NodeXL is only giving me tweets for 3.5 hours rather than the whole day

Jun 12, 2014 at 4:49 PM
Hi all,

I've been trying to get Twitter data for the 10th of June for a specific search term but I'm only importing 219 tweets, all the from the last 3 hours and 31 minutes from that day. I've tried importing multiple times (all using the same search) and have yet to get different results. I've set the limit to 18,000, 2000, 1000 but that doesn't change the number or which tweets I'm importing.

I select "Import from Twitter Search Network"

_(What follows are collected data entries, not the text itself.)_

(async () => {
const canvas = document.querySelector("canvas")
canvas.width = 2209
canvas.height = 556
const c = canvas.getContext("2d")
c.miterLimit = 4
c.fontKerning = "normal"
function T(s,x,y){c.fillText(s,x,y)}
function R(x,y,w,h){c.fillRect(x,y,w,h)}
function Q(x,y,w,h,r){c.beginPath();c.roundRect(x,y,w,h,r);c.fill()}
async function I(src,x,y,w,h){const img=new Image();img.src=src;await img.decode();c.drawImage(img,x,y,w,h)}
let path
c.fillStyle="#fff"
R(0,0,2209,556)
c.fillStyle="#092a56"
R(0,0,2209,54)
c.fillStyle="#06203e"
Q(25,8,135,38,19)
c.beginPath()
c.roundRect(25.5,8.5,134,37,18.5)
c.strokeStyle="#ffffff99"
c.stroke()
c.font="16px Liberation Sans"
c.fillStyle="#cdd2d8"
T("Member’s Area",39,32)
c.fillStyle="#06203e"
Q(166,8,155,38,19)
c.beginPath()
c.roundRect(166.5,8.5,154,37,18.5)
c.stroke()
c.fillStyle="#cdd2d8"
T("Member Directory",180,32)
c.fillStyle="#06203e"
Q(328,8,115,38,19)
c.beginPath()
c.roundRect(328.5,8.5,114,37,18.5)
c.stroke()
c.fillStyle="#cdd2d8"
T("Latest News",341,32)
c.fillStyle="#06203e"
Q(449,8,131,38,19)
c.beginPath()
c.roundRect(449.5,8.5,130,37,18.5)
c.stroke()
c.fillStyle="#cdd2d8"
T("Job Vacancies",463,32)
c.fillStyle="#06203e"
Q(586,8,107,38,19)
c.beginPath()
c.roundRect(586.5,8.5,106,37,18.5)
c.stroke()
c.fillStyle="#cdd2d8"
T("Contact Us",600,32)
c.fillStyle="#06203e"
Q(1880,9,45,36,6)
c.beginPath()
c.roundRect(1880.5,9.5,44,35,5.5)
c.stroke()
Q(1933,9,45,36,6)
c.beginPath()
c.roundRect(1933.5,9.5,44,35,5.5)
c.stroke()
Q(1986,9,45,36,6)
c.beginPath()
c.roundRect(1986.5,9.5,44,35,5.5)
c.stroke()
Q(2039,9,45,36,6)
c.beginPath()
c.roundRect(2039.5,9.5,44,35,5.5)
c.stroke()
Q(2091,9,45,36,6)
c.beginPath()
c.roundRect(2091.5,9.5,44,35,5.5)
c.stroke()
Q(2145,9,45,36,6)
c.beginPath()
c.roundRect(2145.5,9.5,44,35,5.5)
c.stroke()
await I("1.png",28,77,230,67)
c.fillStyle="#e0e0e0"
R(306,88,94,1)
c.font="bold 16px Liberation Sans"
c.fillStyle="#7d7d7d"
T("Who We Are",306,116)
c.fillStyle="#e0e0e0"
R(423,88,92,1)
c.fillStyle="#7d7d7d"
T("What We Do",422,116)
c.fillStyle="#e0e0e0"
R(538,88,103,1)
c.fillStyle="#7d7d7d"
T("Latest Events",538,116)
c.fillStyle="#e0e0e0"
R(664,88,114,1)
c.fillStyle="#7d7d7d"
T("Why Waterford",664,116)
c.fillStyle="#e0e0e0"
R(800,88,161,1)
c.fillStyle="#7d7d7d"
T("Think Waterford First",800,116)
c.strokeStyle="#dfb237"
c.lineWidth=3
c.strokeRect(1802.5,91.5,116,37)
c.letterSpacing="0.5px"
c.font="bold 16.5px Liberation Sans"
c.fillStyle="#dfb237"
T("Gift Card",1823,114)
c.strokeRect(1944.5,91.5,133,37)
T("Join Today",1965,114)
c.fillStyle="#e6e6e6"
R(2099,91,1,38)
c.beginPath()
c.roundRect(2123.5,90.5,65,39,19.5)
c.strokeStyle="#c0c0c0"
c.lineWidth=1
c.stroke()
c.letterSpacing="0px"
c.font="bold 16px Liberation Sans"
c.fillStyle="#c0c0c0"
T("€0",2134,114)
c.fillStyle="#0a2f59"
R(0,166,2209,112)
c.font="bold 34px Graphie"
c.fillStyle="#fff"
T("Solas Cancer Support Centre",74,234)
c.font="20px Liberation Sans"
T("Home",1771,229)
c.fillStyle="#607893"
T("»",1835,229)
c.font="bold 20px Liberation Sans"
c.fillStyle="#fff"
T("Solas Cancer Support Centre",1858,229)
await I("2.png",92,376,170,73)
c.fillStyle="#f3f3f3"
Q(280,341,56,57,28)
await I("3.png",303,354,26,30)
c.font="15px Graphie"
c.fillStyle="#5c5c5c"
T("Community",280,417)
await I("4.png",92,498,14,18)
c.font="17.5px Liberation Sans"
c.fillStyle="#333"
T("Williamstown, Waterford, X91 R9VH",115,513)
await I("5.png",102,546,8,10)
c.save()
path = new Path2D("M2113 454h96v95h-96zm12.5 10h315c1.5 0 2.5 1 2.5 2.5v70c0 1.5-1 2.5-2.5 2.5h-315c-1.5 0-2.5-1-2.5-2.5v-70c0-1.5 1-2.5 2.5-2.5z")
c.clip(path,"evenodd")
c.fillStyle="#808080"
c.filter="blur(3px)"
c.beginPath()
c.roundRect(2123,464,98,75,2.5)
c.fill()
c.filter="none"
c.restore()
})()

Search for Tweets that match this query: Noble England since:2014-06-09 until:2014-06-11

Limit: 18,000

I've had success when searching for just June 9th but like I said, entering this, even if I change the since date to the 8th, returns only 219 Tweets from 20:29 to 23:57 on June 10th.

Any ideas?

Jun 12, 2014 at 4:53 PM
Update: I tried importing for all of June 11th using Search for Tweets that match this query: Noble England since:2014-06-10 until:2014-06-12 and got 320 results, once again all from the last 3.5 hours of the day.
Jun 12, 2014 at 5:19 PM
Hello, Jared:

The set of tweets that Twitter provides to NodeXL is entirely up to Twitter, and it's possible that the set will be smaller than what you asked for. The latest version of NodeXL includes some help links in the Import from Twitter Search Network dialog box that explains this, because it's a question that comes up frequently. I'll copy the help text into my next post.

-- Tony
Jun 12, 2014 at 5:20 PM
Here are a few important limitations you should be aware of:
  1. The search results provided by Twitter are often incomplete--you will most likely NOT get all recent tweets that match your search query. The way Twitter puts it is that the results are "focused on relevance and not completeness."
  2. Twitter will not provide NodeXL with tweets older than about a week. It is NOT possible to use NodeXL to get tweets older than that.
  3. The algorithm that Twitter uses to match tweets with a search query is undocumented. It is NOT, however, the same algorithm that Twitter uses on its own search page, so you may get results from NodeXL that differ from what you get directly from Twitter using the same search query.
Jun 12, 2014 at 5:28 PM
I understand all of this I just can't grasp why it will only send the last 3.5 hours of any given day. For example, if I were to put England since:2014-06-06 until:2014-06-12 into the search box with 18000 limit I only get ~100 responses all within the last 2 MINUTES of the 11th of June. Almost like it starts getting results starting from the newest and then gets bored and stops and spits it out.
Jun 12, 2014 at 5:54 PM
It does start with the most recent and then it works backwards. I guess it stops when it reaches "relevance," whatever that means to Twitter. The results are certainly incomplete, as you've noticed.

I suspect that Twitter truncates results to limit the load on its servers, which is understandable. Their API service is free, and they can't have an unlimited number of people asking for an unlimited amount of data. Instead, they provide a subset they hope is relevant to some people. Unfortunately, it sounds like that won't give you what you need.

There are third-party providers of complete Twitter datasets, but they charge for it.

-- Tony
Jun 12, 2014 at 5:56 PM
Ahhhh darn. Thanks for all the help!